Beginning forum, that gives me full privelege to ask stupid questions .

Would any camera strap work? Would a photography store have a wide variety of camera straps? Is there any special quality/characteristic that makes a camera strap a 'camera strap'? To wrap around my back I imagine i'd need a pretty long camera strap, would they be available in a long enough length?


----------



## kundalini (Jun 6, 2008)

This doesn't address your question directly, but certain camera bags will have features to carry mono and tripods.

I have the Lowepro AW200 Slingshot and carry my monopod like this:






You could also look at outdoor fitters such as REI.


----------



## phillr (Jun 6, 2008)

I've heard alot of ppl talk about that backpack! Do you find that the monopod bottom hits you if your making fast movements (running)? Do you ever find the monopod head ever jabbing into your back?

What is the build quality of a Lowe backpack? I've purchased other cases/backpacks before from 'reputable' companies. But I often find the inner linings are of a horrible plasticy material that turns to dust over time, and nearly ruined my $100 camera.


----------



## kundalini (Jun 6, 2008)

I can't speak highly enough about Lowepros.  I bought one (a small top loader) about 15 years ago and it has held up remarkably well.  Very little wear and tear.  I backpacked with it a lot in Western Europe and back here.  Another huge plus for me, on all AW Lowepros there is a weather protector cover sewn in the bag that can be deployed very quickly.

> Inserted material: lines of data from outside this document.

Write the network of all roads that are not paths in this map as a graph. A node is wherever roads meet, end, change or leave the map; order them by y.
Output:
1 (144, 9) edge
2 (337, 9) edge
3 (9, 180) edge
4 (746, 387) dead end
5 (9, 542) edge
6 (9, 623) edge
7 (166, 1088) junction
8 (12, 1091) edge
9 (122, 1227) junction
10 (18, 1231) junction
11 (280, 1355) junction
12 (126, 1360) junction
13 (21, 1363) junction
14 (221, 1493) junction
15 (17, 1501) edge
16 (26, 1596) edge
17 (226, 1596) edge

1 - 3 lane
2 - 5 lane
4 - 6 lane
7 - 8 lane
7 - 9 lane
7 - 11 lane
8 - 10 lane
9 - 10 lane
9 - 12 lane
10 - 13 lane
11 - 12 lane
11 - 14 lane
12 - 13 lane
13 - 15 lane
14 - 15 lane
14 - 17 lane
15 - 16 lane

I have not had any contact of the monopod with my body in this position, but then again, I haven't had to run yet.  However, one of the reasons I chose the *Manfrotto 790B* mono is because it folds down to just over 15" (39cm).  The other reason is because it was fairly cheap.  I have exceeded its stated capacity quite often and it has yet to fail.


----------



## phillr (Jun 6, 2008)

Cool, thanks for all the info guys!


----------



## chris (Jun 6, 2008)

phillr said:


> Beginning forum, that gives me full privelege to ask stupid questions .
> 
> Would any camera strap work? Would a photography store have a wide variety of camera straps? Is there any special quality/characteristic that makes a camera strap a 'camera strap'? To wrap around my back I imagine i'd need a pretty long camera strap, would they be available in a long enough length?

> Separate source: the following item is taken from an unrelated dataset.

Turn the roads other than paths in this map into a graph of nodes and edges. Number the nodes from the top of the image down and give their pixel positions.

A camera strap is any strap that can be fitted to a camera (but not necessarily to all cameras). They often have split ring fittings that can attach to lugs on the camera body.

As for length - go along to a shop and have a look.

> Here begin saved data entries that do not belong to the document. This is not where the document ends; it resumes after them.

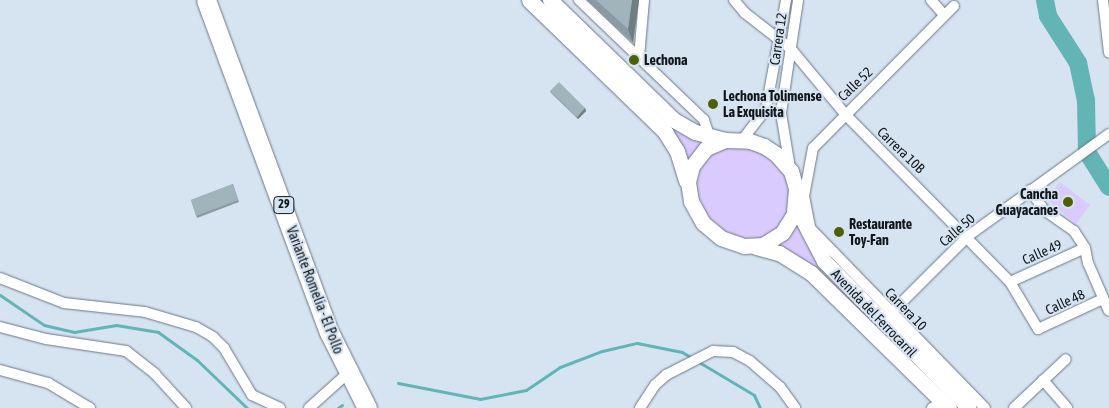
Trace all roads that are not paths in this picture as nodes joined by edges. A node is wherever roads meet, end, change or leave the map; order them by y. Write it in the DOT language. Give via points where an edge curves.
graph roads {
  1 [pos="206,0"];
  2 [pos="529,0"];
  3 [pos="550,0"];
  4 [pos="579,0"];
  5 [pos="644,0"];
  6 [pos="734,0"];
  7 [pos="786,0"];
  8 [pos="798,0"];
  9 [pos="931,0"];
  10 [pos="1103,0"];
  11 [pos="954,6"];
  12 [pos="944,15"];
  13 [pos="778,39"];
  14 [pos="791,49"];
  15 [pos="1109,53"];
  16 [pos="639,57"];
  17 [pos="845,114"];
  18 [pos="1106,136"];
  19 [pos="717,139"];
  20 [pos="742,140"];
  21 [pos="791,171"];
  22 [pos="688,190"];
  23 [pos="1030,190"];
  24 [pos="796,207"];
  25 [pos="810,228"];
  26 [pos="968,236"];
  27 [pos="756,247"];
  28 [pos="1085,248"];
  29 [pos="0,278"];
  30 [pos="1010,282"];
  31 [pos="1103,299"];
  32 [pos="1109,311"];
  33 [pos="886,318"];
  34 [pos="0,327"];
  35 [pos="1038,329"];
  36 [pos="1066,359"];
  37 [pos="0,370"];
  38 [pos="348,373"];
  39 [pos="1044,380"];
  40 [pos="941,406"];
  41 [pos="90,408"];
  42 [pos="186,408"];
  43 [pos="280,408"];
  44 [pos="310,408"];
  45 [pos="367,408"];
  46 [pos="640,408"];
  47 [pos="796,408"];
  48 [pos="969,408"];
  49 [pos="985,408"];
  50 [pos="1014,408"];
  51 [pos="1067,408"];
  1 -- 38 [label="highway, Variante Romelia - El Pollo / 29" via="266,155 310,282"];
  2 -- 22 [label="main road" via="665,132 683,164"];
  3 -- 19 [label="main road" via="674,120"];
  4 -- 16 [label="street"];
  5 -- 16 [label="street"];
  6 -- 13 [label="street, Carrera 10B" via="744,13"];
  7 -- 13 [label="street, Carrera 12"];
  8 -- 14 [label="street, Carrera 12"];
  9 -- 12 [label="street"];
  10 -- 15 [label="street"];
  11 -- 12 [label="street, Calle 52"];
  12 -- 17 [label="street, Calle 52"];
  13 -- 14 [label="street, Carrera 10B"];
  13 -- 20 [label="street, Carrera 12" via="766,109"];
  14 -- 17 [label="street, Carrera 10B"];
  14 -- 21 [label="street, Carrera 12" via="781,113"];
  16 -- 19 [label="street" via="704,120"];
  17 -- 25 [label="street, Calle 52" via="813,148 808,164 804,196"];
  17 -- 26 [label="street, Carrera 10B"];
  18 -- 23 [label="street, Calle 50"];
  19 -- 20 [label="main road"];
  19 -- 22 [label="main road" via="696,159 689,173"];
  20 -- 21 [label="main road" via="770,150"];
  21 -- 24 [label="main road"];
  22 -- 27 [label="main road" via="696,212 712,231 732,243"];
  23 -- 26 [label="street, Calle 50"];
  23 -- 28 [label="street" via="1044,210 1074,231"];
  24 -- 27 [label="main road" via="782,233"];
  24 -- 33 [label="main road, Avenida del Ferrocarril" via="824,261"];
  25 -- 33 [label="street, Carrera 10"];
  26 -- 30 [label="street, Carrera 10B"];
  26 -- 33 [label="street, Calle 50"];
  27 -- 40 [label="main road, Avenida del Ferrocarril" via="779,254 812,273"];
  28 -- 30 [label="street, Calle 49"];
  28 -- 31 [label="street"];
  29 -- 43 [label="street" via="64,303 145,312 196,327 224,348 252,395"];
  30 -- 35 [label="street, Carrera 10B"];
  31 -- 32 [label="street"];
  31 -- 35 [label="street, Calle 48"];
  33 -- 48 [label="main road, Avenida del Ferrocarril"];
  33 -- 49 [label="street, Carrera 10"];
  34 -- 42 [label="street" via="46,339 126,350 155,374"];
  36 -- 39 [label="street"];
  37 -- 41 [label="street" via="48,383"];
  38 -- 44 [label="street"];
  38 -- 45 [label="highway, Variante Romelia - El Pollo / 29"];
  39 -- 50 [label="street"];
  39 -- 51 [label="street"];
  46 -- 47 [label="street" via="655,385 713,351 732,352 750,361 780,387"];
}
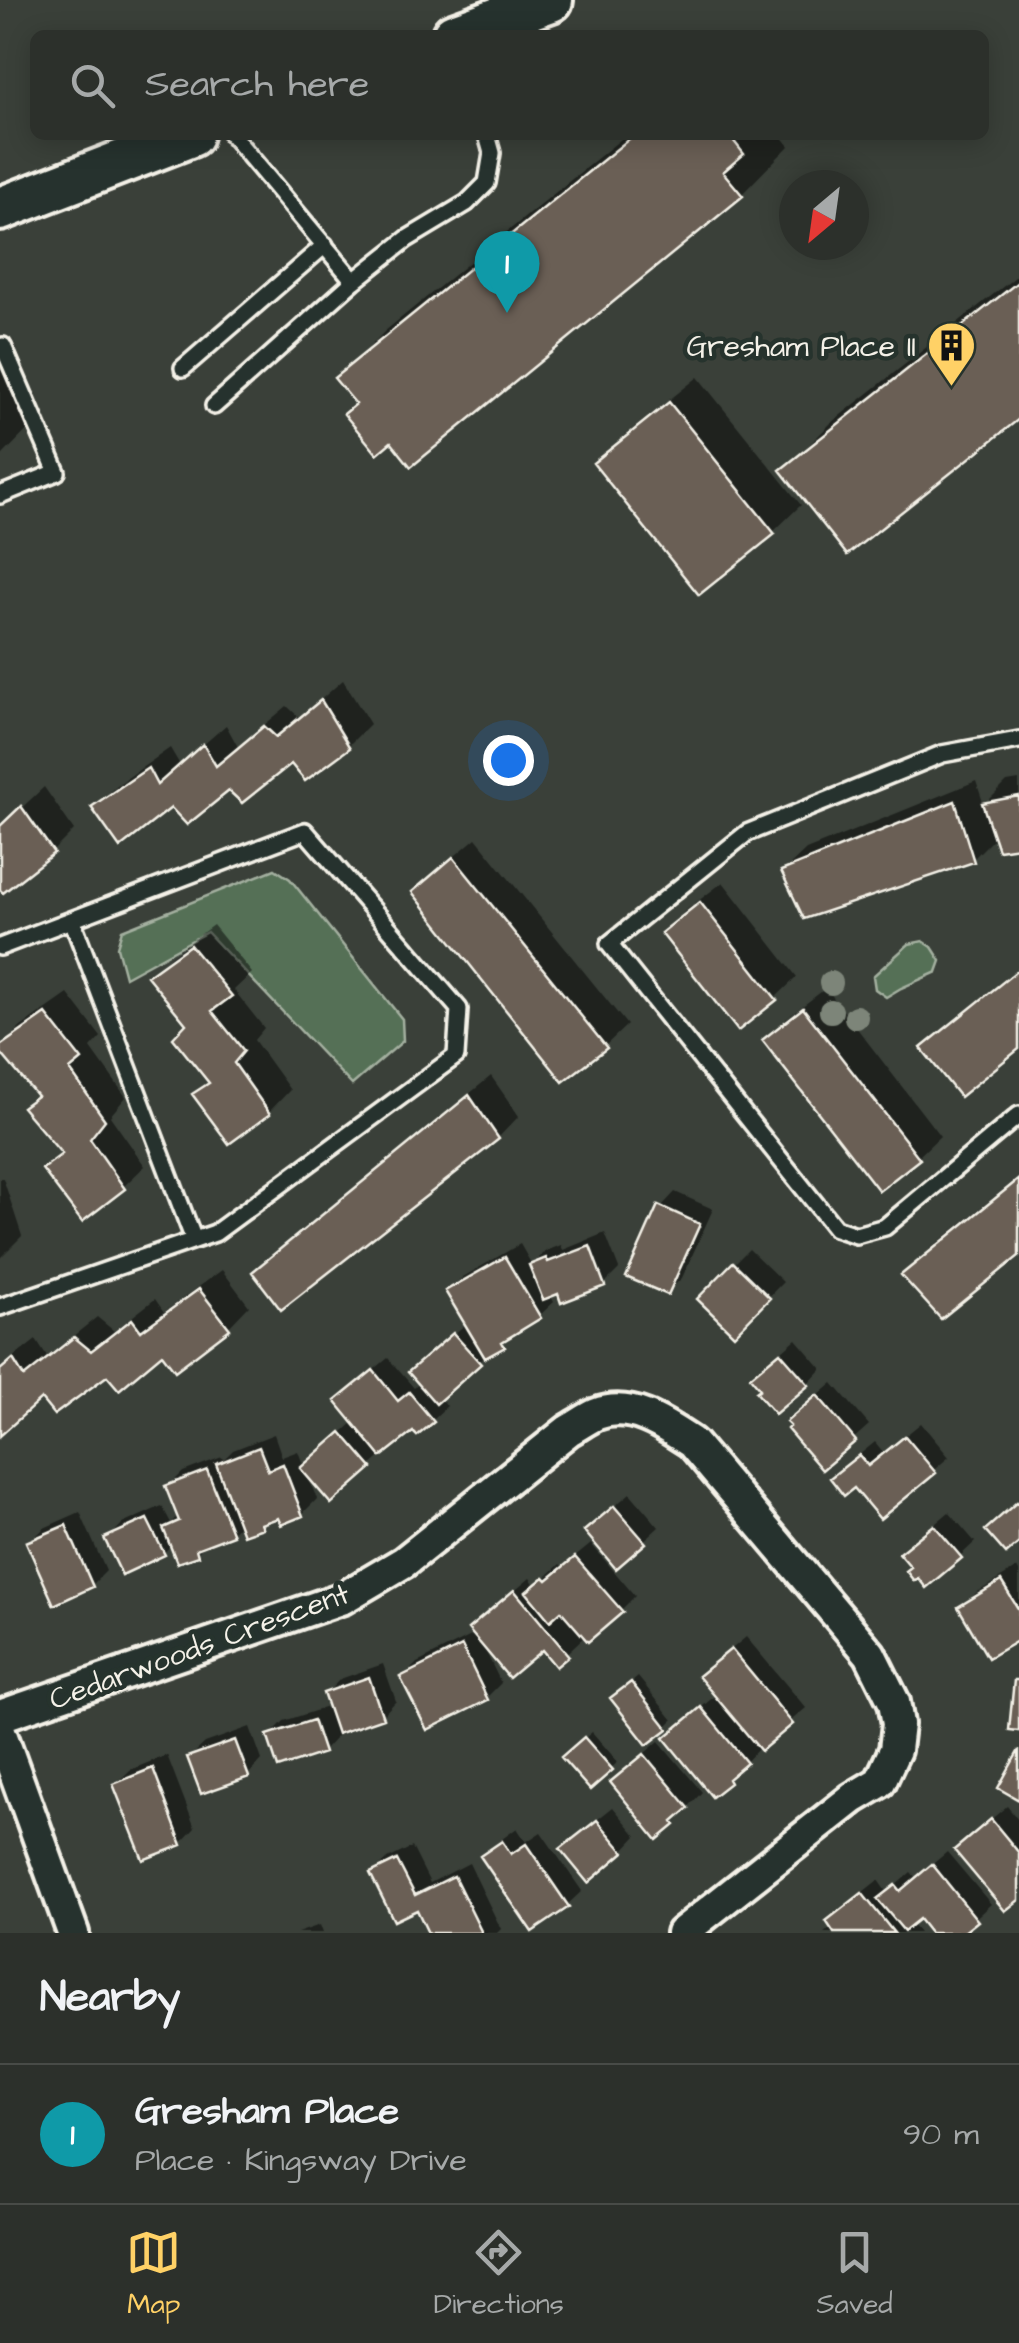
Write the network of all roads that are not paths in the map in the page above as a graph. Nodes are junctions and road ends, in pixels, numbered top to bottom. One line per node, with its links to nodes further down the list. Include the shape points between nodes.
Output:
1 (550, 0): 2 (street)
2 (468, 30)
3 (178, 140): 6 (street)
4 (236, 140): 7 (lane)
5 (488, 140): 8 (lane, via 487,183)
6 (0, 209)
7 (325, 244): 8 (lane); 10 (lane)
8 (354, 280): 11 (lane)
9 (4, 346): 12 (lane, via 57,472)
10 (183, 368)
11 (214, 406)
12 (0, 495)
13 (1019, 740): 16 (lane, via 942,754 747,832 609,944 836,1228 856,1235 885,1227)
14 (72, 920): 15 (lane); 17 (lane); 17 (lane, via 305,831 459,1009 456,1056 216,1233)
15 (0, 947)
16 (1019, 1114)
17 (194, 1240): 18 (lane)
18 (0, 1308)
19 (0, 1716): 22 (street, Cedarwoods Crescent, via 344,1598 404,1562 598,1413 656,1418 692,1443 870,1654 898,1724 880,1782)
20 (0, 1731): 21 (street)
21 (73, 1933)
22 (682, 1933)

Or, go really cheap and just use a piece of string or thin rope - it doesn't take much to hold most monopods.


----------



## Josh66 (Jun 6, 2008)

You just want some kind of strap to carry your tri/monopod with, right?  I use a rifle sling for that.  Works great.

I use one similar to this:
http://www.tacticalassaultgearstore.com/index.asp?PageAction=VIEWCATS&Category=161


----------



## Big Mike (Jun 6, 2008)

I use my monopod as a walking stick...so then I don't have to worry about carrying it.  It does collapse down and almost fits into my camera backpack, so I can carry it that way.

I also have a padded tripod bag that will also hold the monopod and has a nice strap to carry on my back.  In a pinch, I have also used those nylon bags that come with collapsible lawn chairs.  

I all so highly recommend Lowepro products.  I have three or four of their camera bags and they are all great.  The quality is good and the details are great (like pads over the zippers on the inside, so they don't scratch the camera/gear).


----------